Chronic inflammatory facial dermatosis
Epidemiology
- Predominantly affects young women (20–45 years)
- Can occur in children and men
- Increasing incidence due to topical corticosteroid misuse
- More common in individuals with sensitive skin or atopic background
Aetiology
- Topical corticosteroids (most important trigger)

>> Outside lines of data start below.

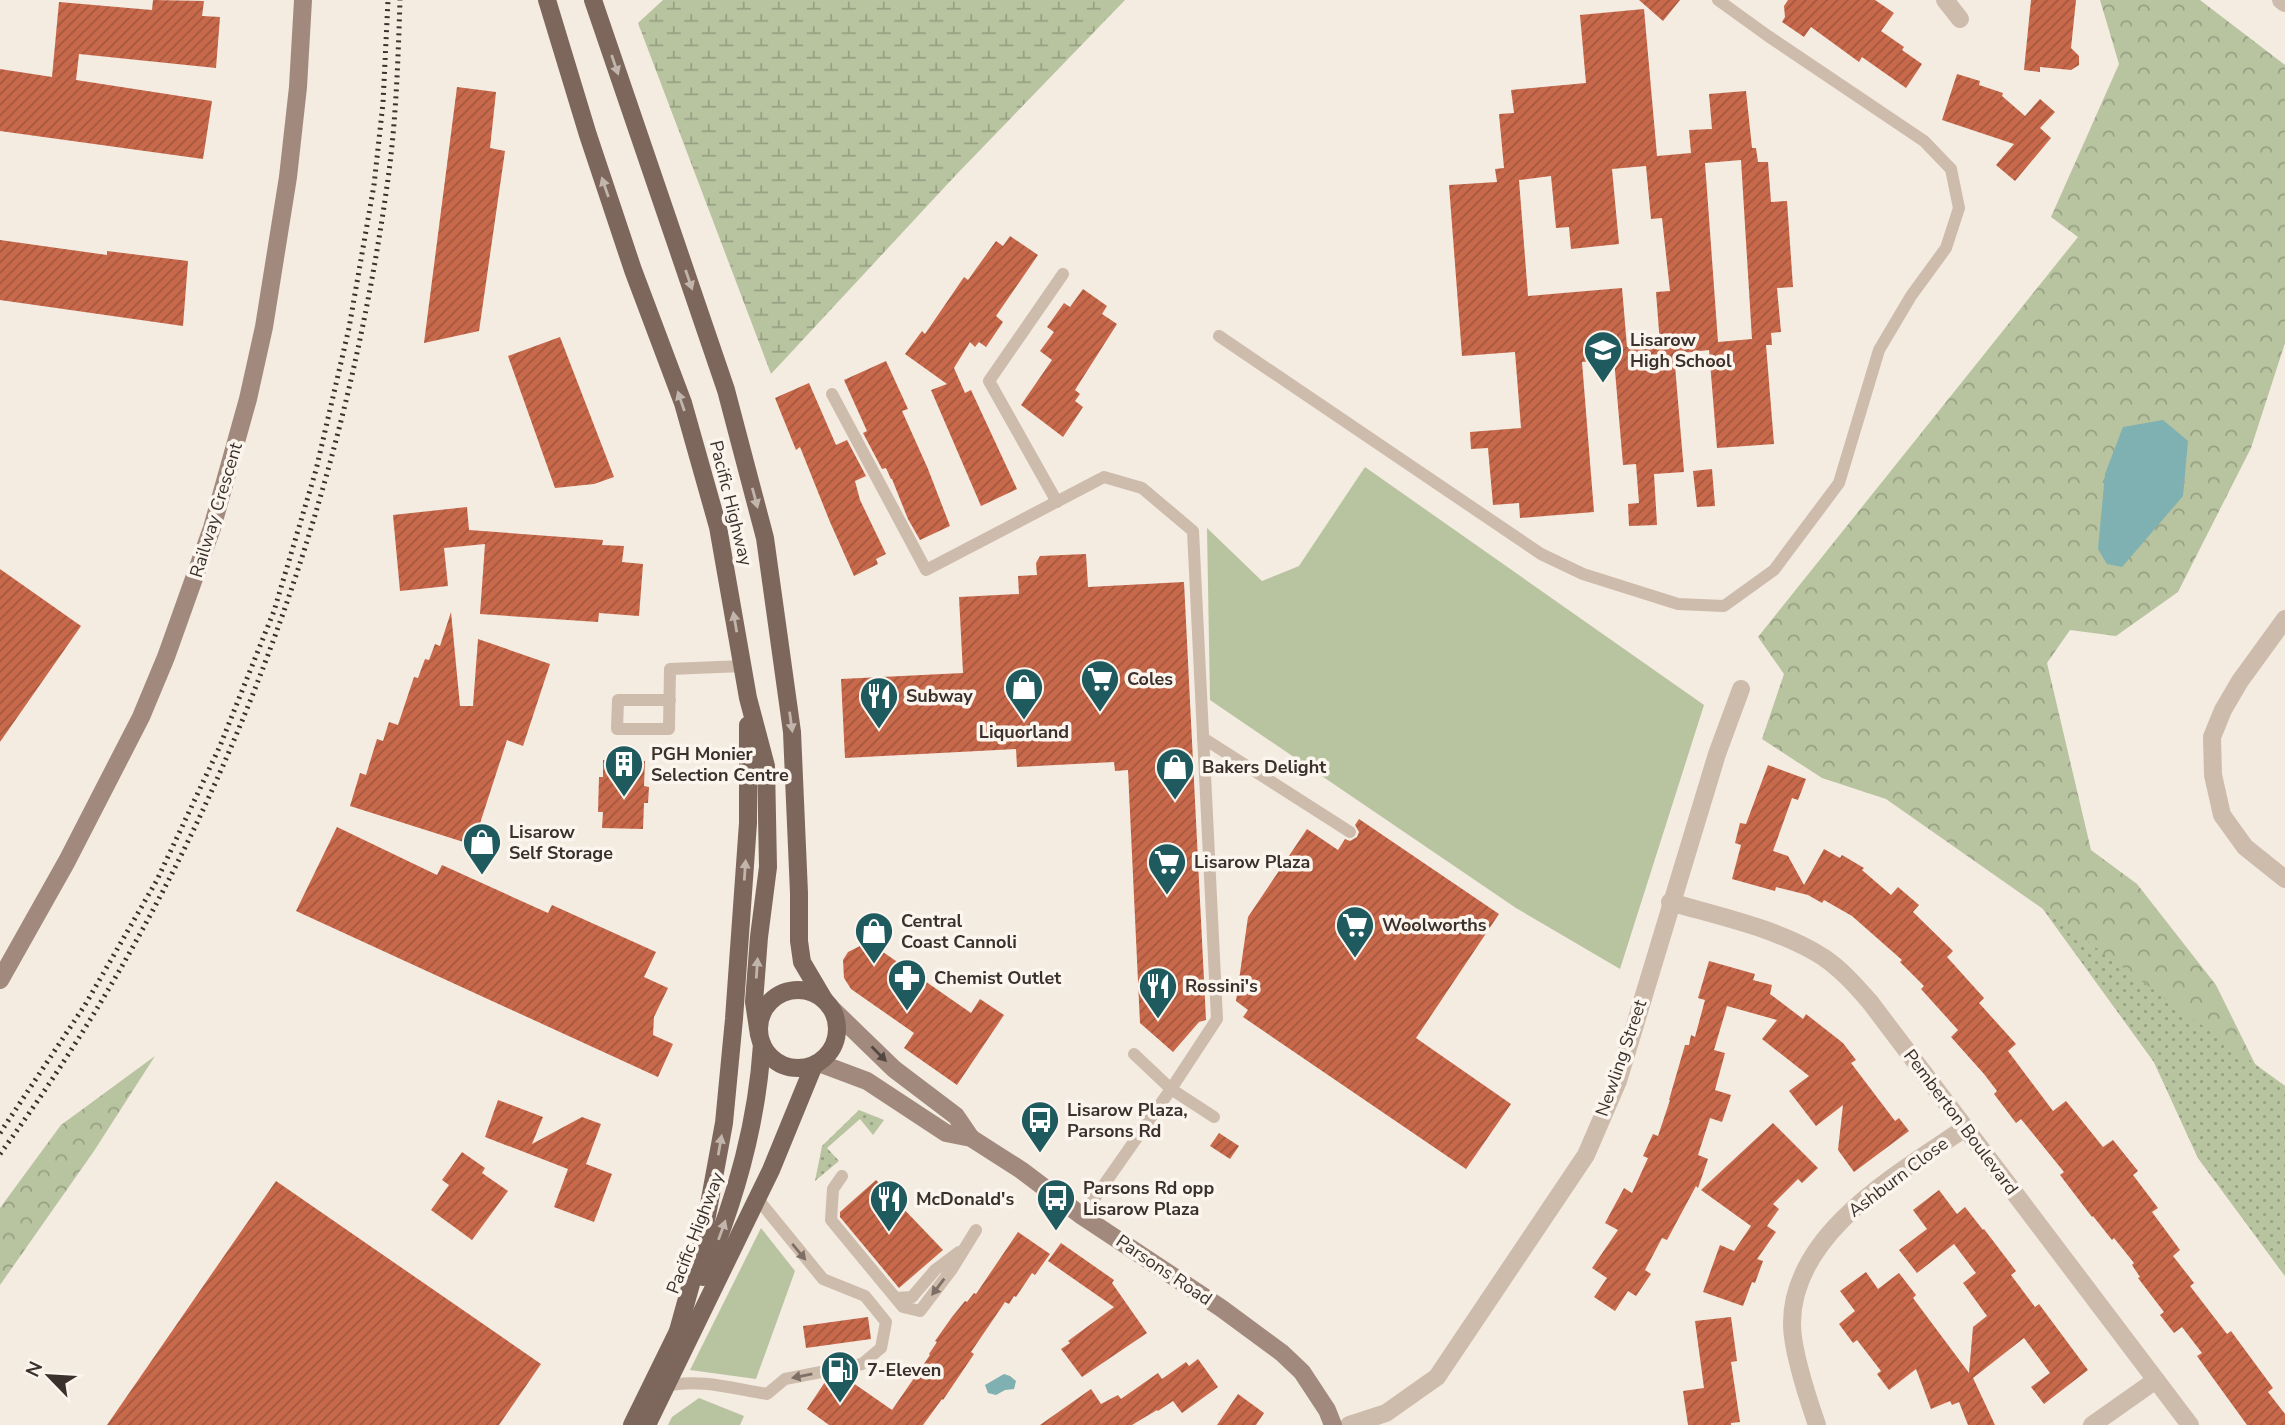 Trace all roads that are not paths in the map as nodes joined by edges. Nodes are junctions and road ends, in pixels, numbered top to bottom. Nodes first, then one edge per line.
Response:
1 (303, 0) edge
2 (547, 0) edge
3 (593, 0) edge
4 (1718, 0) edge
5 (1945, 0) edge
6 (1960, 19) dead end
7 (1062, 274) dead end
8 (1219, 336) dead end
9 (832, 394) dead end
10 (1057, 502) junction
11 (2285, 619) edge
12 (743, 666) junction
13 (1741, 689) dead end
14 (748, 698) junction
15 (670, 699) junction
16 (1203, 738) junction
17 (1350, 832) dead end
18 (2285, 878) edge
19 (1670, 901) junction
20 (0, 980) edge
21 (828, 1004) junction
22 (761, 1040) junction
23 (1134, 1054) dead end
24 (817, 1064) junction
25 (1171, 1089) junction
26 (1214, 1117) dead end
27 (1965, 1128) junction
28 (971, 1138) junction
29 (842, 1176) dead end
30 (757, 1198) junction
31 (1082, 1216) junction
32 (975, 1230) dead end
33 (678, 1331) junction
34 (2156, 1380) junction
35 (666, 1386) junction
36 (632, 1425) edge
37 (647, 1425) edge
38 (1333, 1425) edge
39 (1349, 1425) edge
40 (1817, 1425) edge
41 (2092, 1425) edge
42 (2190, 1425) edge

1 - 20 main road, Railway Crescent
12 -> 2 main road, Pacific Highway
3 -> 21 main road, Pacific Highway
4 - 8 lane
5 - 6 street
7 - 10 lane
9 - 10 lane
10 - 16 lane
11 - 18 street
12 - 14 main road, Pacific Highway
12 - 15 lane
13 - 19 street, Newling Street
22 -> 14 main road, Pacific Highway
33 -> 14 main road
15 - 15 lane
16 - 17 lane
16 - 25 lane
19 - 27 street, Pemberton Boulevard
19 - 39 street, Newling Street
21 - 22 main road
21 - 24 main road
21 -> 28 main road, Parsons Road
22 - 24 main road
33 -> 22 main road, Pacific Highway
23 - 25 lane
24 - 28 main road, Parsons Road
24 - 30 main road, Pacific Highway
25 - 26 lane
25 - 31 lane
27 - 34 street, Pemberton Boulevard
27 - 40 street, Ashburn Close
28 - 31 main road, Parsons Road
32 -> 29 lane
30 - 35 main road, Pacific Highway
30 -> 35 lane
31 - 38 main road, Parsons Road
33 - 36 main road, Pacific Highway
34 - 41 street
34 - 42 street, Pemberton Boulevard
35 - 37 main road, Pacific Highway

- Heavy cosmetics, moisturizers
- Microbial factors (Demodex, fusiform bacteria – contributory, not primary)
Pathophysiology
- Disruption of the epidermal barrier
- Steroid-induced vasodilation and follicular occlusion
- Inflammatory reaction around hair follicles
- Rebound inflammation after steroid withdrawal
Clinical presentation
Skin Lesions
- Multiple small erythematous papules and papulopustules
- Characteristic sparing of the vermilion border
- Background erythema and dryness
- Burning or tight sensation (pruritus uncommon)
Distribution
- Perioral region (most common)
- Periocular (then termed periorificial dermatitis)
🧩 Classification
- Classic perioral dermatitis
- Periorificial dermatitis (mouth, nose, eyes)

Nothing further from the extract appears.